Moves and Countermoves in Increasingly Subtle US-China Geopolitical Game

The United States and China each have their own foreign policy designs, but what China wants is for the U.S. to have a greater appreciation for the ways in which new institutions can complement existing ones and to give more thought to the benefits of cooperation and shared interests rather than the perils of vicious regional competition.

Reports indicate that as of March 31, 2015, the cutoff date for applications to become a founding member of the Asian Infrastructure Investment Bank, 44 nations had submitted official applications, including several economic heavyweights from across Eurasia. Notably, however, the U.S. did not count among their number.

Judging from the Obama administration’s recent stance toward the AIIB, the U.S. is clearly still unprepared to swallow a larger dose of rationality in managing its relationship with China, the world’s largest emerging economy. Instead, the administration remains focused upon its own regional economic positioning, quietly greasing the wheels of its “two-ocean strategy” that hinges upon the success of the Trans-Atlantic Trade and Investment Partnership and Trans-Pacific Partnership.
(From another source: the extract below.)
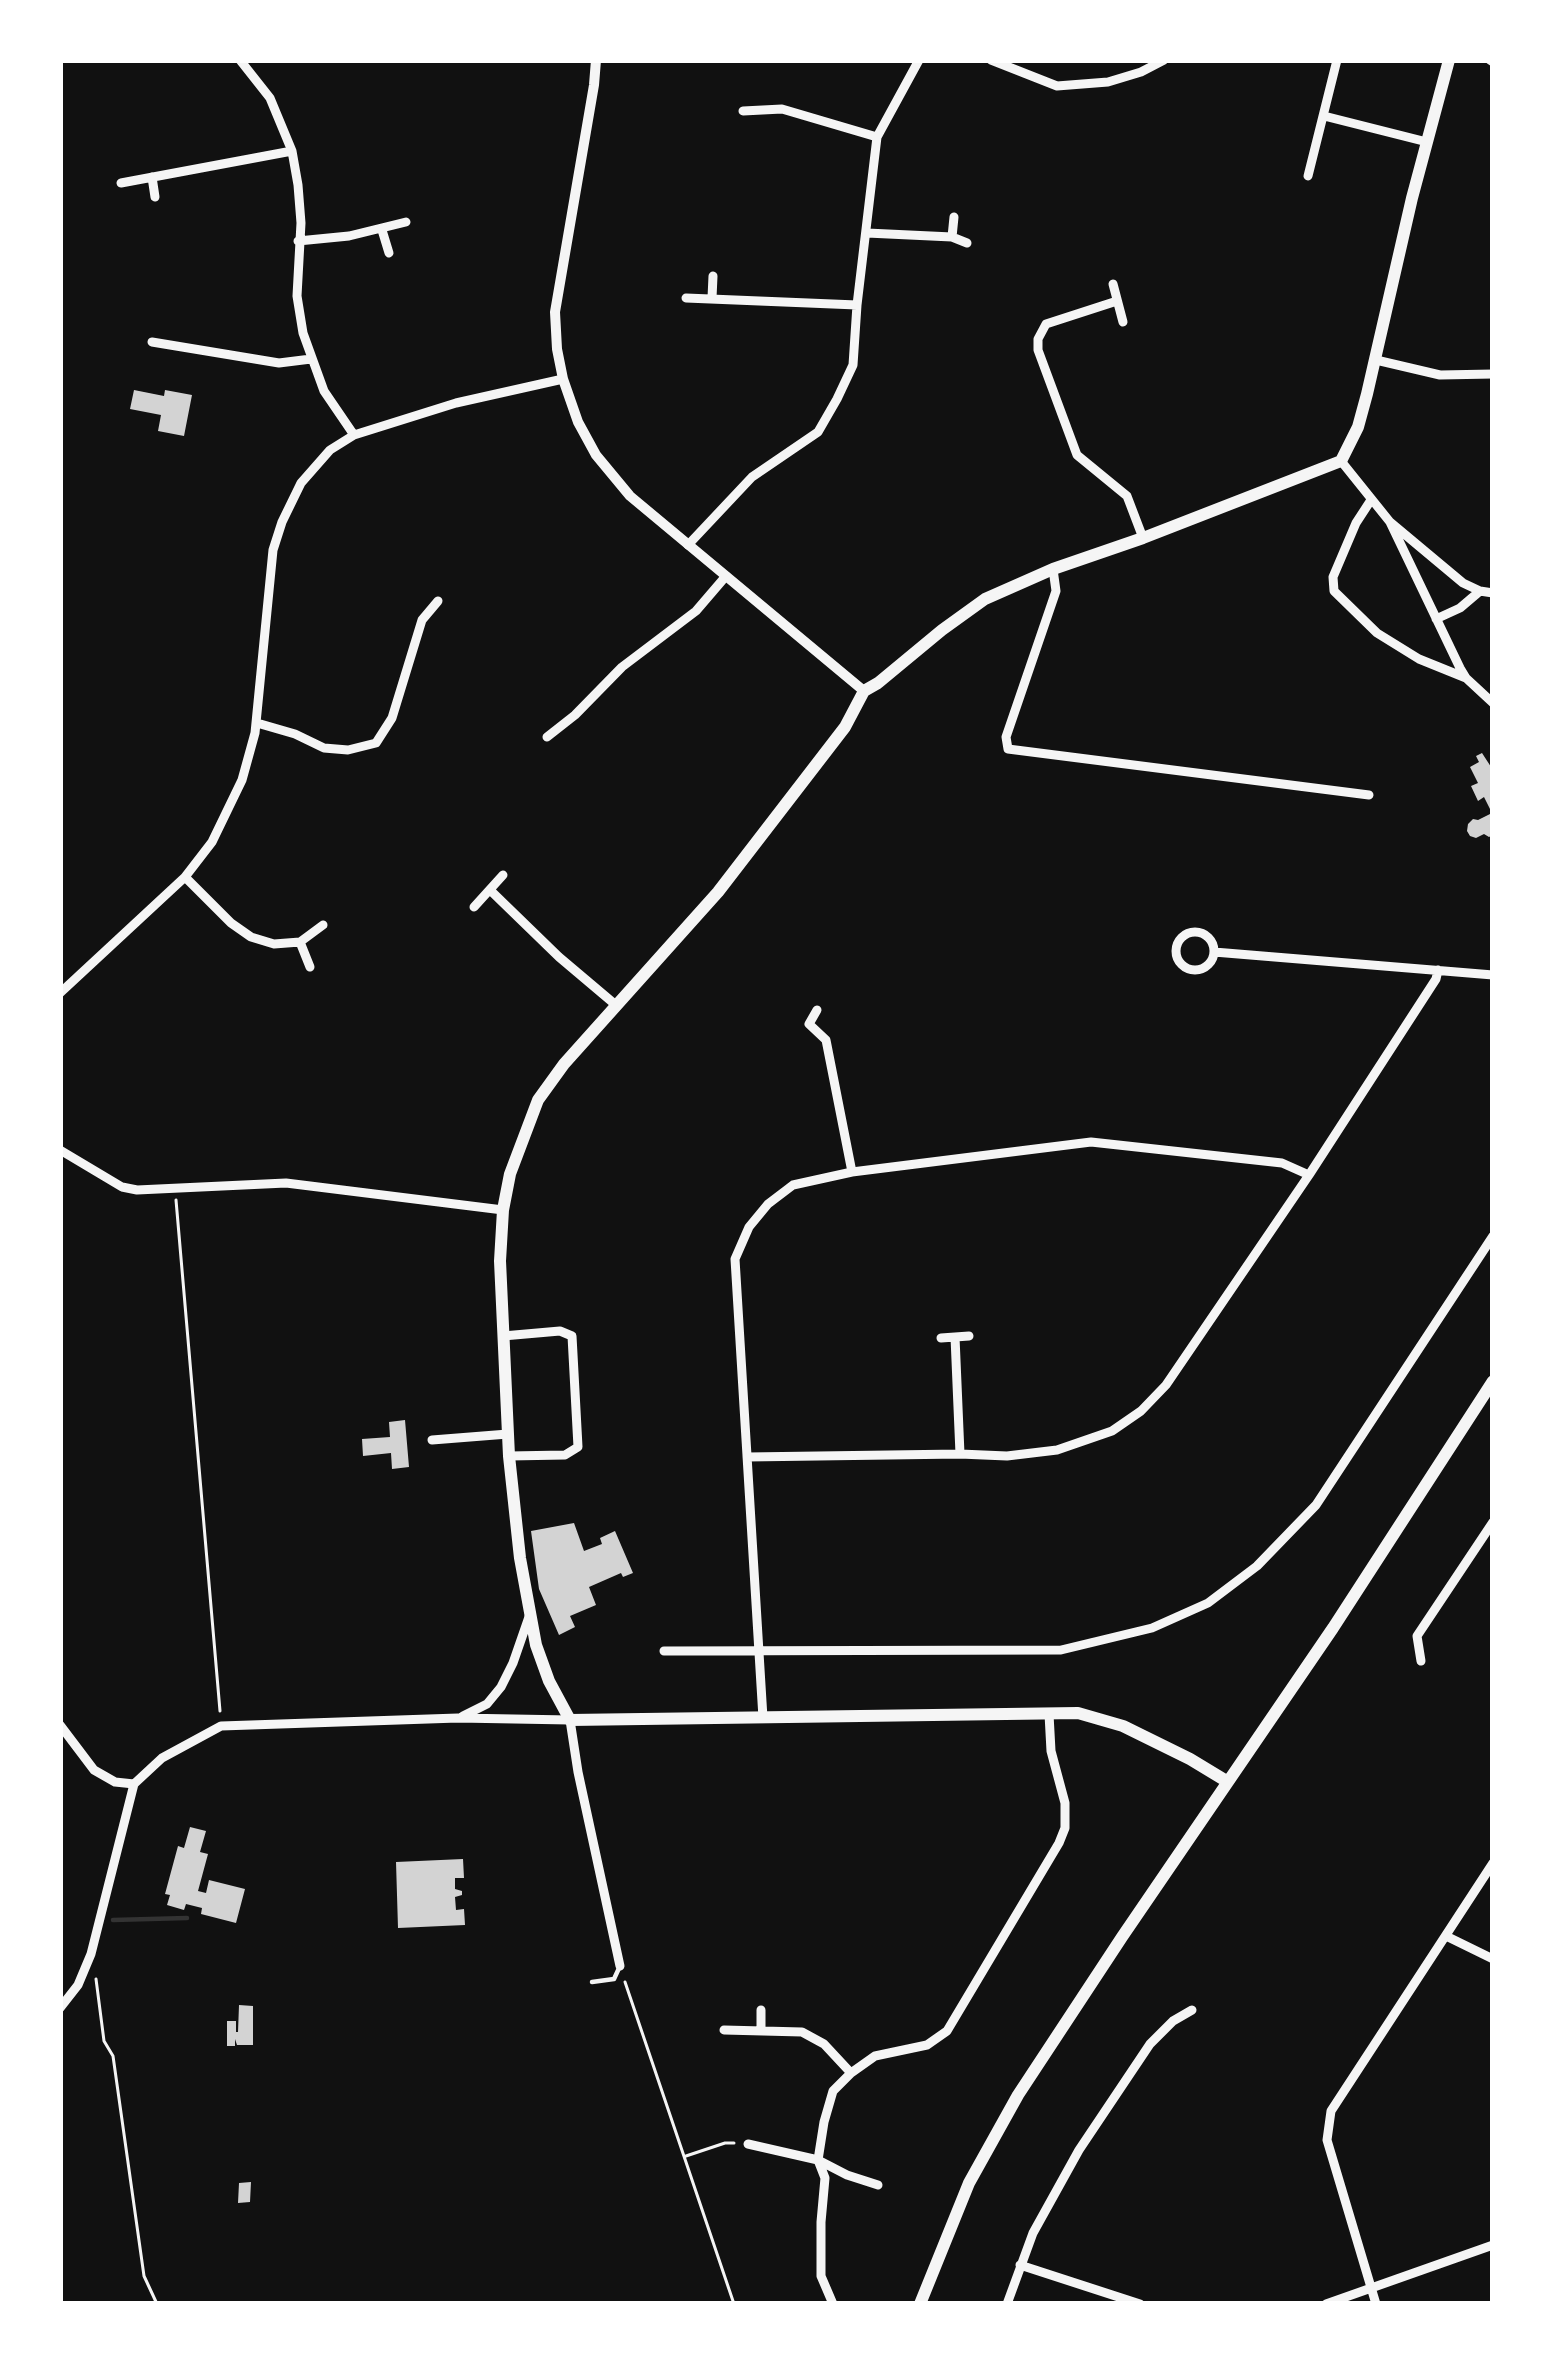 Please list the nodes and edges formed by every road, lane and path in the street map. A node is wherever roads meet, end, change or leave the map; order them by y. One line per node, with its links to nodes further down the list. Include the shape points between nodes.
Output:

A victory on that front would aid in minimizing trade and investment disputes between the U.S. and its allies among developed nations, allowing Western nations, collectively, to retain their seats at the head of the global economic system. If the TTIP is formed, tariffs will be cut on trade between the U.S. and the European Union, activity that covers one-third of the world’s aggregate trade volume and one-half of global GDP. It would also provide a template for setting higher standards for economic regulations as pertains to emerging economies. The success of this two-ocean strategy would spell disaster for those nations that are presently benefiting from the catch-up effect and advantages of later development through existing frameworks such as the World Trade Organization. And until China passes muster according to said standards, it would find itself facing higher barriers to trade and investment.

In contrast, China’s foreign policy initiatives, whether they be “one belt, one road,” the Silk Road Fund, or the AIIB, all revolve around constructing an interconnected infrastructural network. In strengthening relations with its neighbors, it is building a “community of common destiny” that can include a broad swath of economies, interconnecting Eurasia and even Africa and Latin America. The international political and economic order built upon petrodollars will no longer be just a “one-man show.”

Meanwhile, China’s diplomatic “sideshow” is the spreading influence of economic strength. As it seeks to soften the blow from China’s economic rise, the Obama administration has considered a variety of options such as increasing China’s voice in current financial institutions such as the IMF and World Bank, but any suggestion of relinquishing U.S. economic clout and leadership is not likely to be codified through a congressional vote. Lacking a sufficiently juicy carrot to bring China into the fold, the only option remaining was to warn U.S. allies away with the stick. So as those allies were wooed over one by one by the AIIB, the phrase “tactical diplomatic failure” is not quite enough to describe the Obama administration’s chagrin.

In the last two days, President Obama’s special representative and Secretary of the Treasury Jacob Lew completed a visit to China full of incisive questions, questions with the clear intent of taking China to task about its “right” to be an economic rule setter. Starting from the top down and seeking strategic results may hold psychological value in weakening the confidence and resolve of AIIB member states toward the new institution. Of course, probing China’s true intentions for taking the initiative with the AIIB was undoubtedly another of Lew’s objectives. What China wants the U.S. to have is a greater appreciation for the ways in which new institutions can complement, rather than compete with, existing ones, as well as more thought given to the benefits of cooperation and shared interests instead of the perils of vicious regional competition.

On the issue of the AIIB, the next step for the Obama administration will be not only to revise its previous strategic assessments, but also to seek grounds for a “reasonable” explanation that will satisfy the opposition party.